Saturday, November 5, 2016

Wonder and mystery from The Sixteen


The Sixteen's Song of the Nativity is an outstanding Christmas disc of the more contemplative kind. There are celebratory pieces here, but the nativity is a low-key, hushed affair.
O magnum mysterium,
et admirabile sacramentum,
ut animalia viderent Dominum natum,
jacentem in praesepio!
O great mystery,
and wonderful sacrament,
that animals should see the new-born Lord,
lying in a manger!
Putting across this combination of wonder and mystery requires great control and finesse, which Harry Christophers and his wonderful singers The Sixteen provide at the highest level, for example in this beautiful version by Morten Lauridsen which leads off the album.



The control and purity of the voices is really outstanding. Christophers and his choir sustain the long lines of Peter Warlock's great Bethlehem Down in spite of an audaciously slow speed. I wasn't convinced at first, but the beautiful sound they make almost convinces me the choice of tempo wasn't a mistake. The program doesn't provide much variety of mood or styles, but rather it provides a respite from Holiday hustle and bustle, and perhaps a chance to meditate upon more serious matters than shopping or parties. There are occasional breaks into less sophisticated and subtle music, including a number of rustic "traditional" songs where the singers sometimes indulge in a bit of Celtic celebration, but nothing too raucous! The album comes to a triumphant close with James Macmillan's O Radiant Dawn from his Strathclyde Motets, which is about light shining on "the darkness of those who dwell in darkness and the shadow of death."

Thursday, November 3, 2016

A pleasant find from the Wallerstein court


Three things occurred to me as I listened to the first movement of this surprising new disc of piano concertos by the non-household name composer Ignaz von Beecke. First, the piano concerto is such an appealing format, with its Enlightenment-era conversational style and its Romantic-era dramatic thrust, and the potential for erudite cleverness, theatrical episodes and deeply felt emotions. Second, there are still musical gems hidden in libraries that can amaze us in performance and on disc. And third, we are so lucky to have the music of Joseph Haydn and Wolfgang Amadeus Mozart during this period, who both elevate the standard, stereotypical forms of the day to the highest level of art.

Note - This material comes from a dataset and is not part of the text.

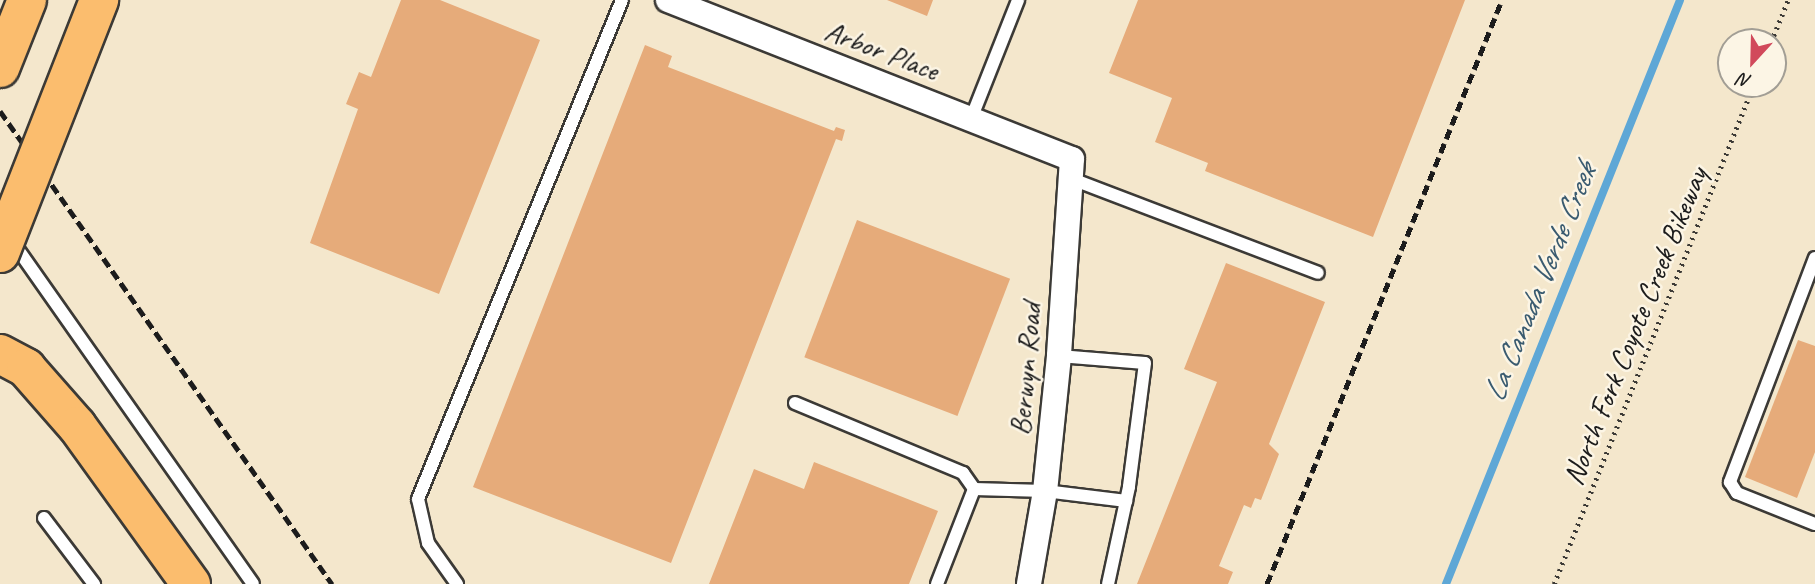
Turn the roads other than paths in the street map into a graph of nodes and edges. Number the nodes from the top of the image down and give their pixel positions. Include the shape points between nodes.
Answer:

These two concertos are definitely not at that level, but they are both very pleasant, original in a naive way, though perhaps a little vague and a little long. The D major concerto was written in 1780 (a year or two before Mozart's K. 413-415 set), while the F major one comes from 1785 (the year of the great d minor concerto K. 466). Apparently Beecke was a big fan of Haydn's, but I hear more Mozart here, and perhaps C.P.E. Bach, whose Keyboard Concertos I would place in third place from this period. This music is beautifully and stylishly presented, with beautiful piano technique by Nataša Veljkovic, and robust accompaniment by the Bayerisches Kammerorchester Bad Brückenau under Johannes Moesus. The focus is definitely more on the Romantic side, which might be less than strictly correct music-historically, but which serves this music well. Too precious an interpretation with an underpowered fortepiano would drain much of the charm from  these works. This music is supported by outstanding documentation, which is welcome because there's not a lot of information about this guy out there.

Every time a disc like this shows up I'm optimistic, but usually those hopes are dashed. Looking to find an obscure masterpiece uncovered is a bit like betting on a complete long-shot. This is a substantial payoff, but not to win or place, only to show.

Monday, October 31, 2016

Fine Christmas music from Montreal


The Montreal-based Arion Orchestre Baroque, led by Alexander Weimann provides an authentic 18th century German Christmas celebration in this excellent new disc from ATMA Classique (due November 4, 2016). With a relatively small (26 player) orchestra and five vocal soloists doubling as the choir, you'd expect a small-scale, intimate performance, but there's also plenty of pomp and exultation to go with the quiet, personal story of a young girl and an angel. Here's the scene at the spectacular Notre-Dame Basilica in Montreal at Arion's December 5, 2015 concert (from the album booklet; photograph by Jean Guimond). The album was recorded a few days later at  Église Saint-Augustin, Mirabel.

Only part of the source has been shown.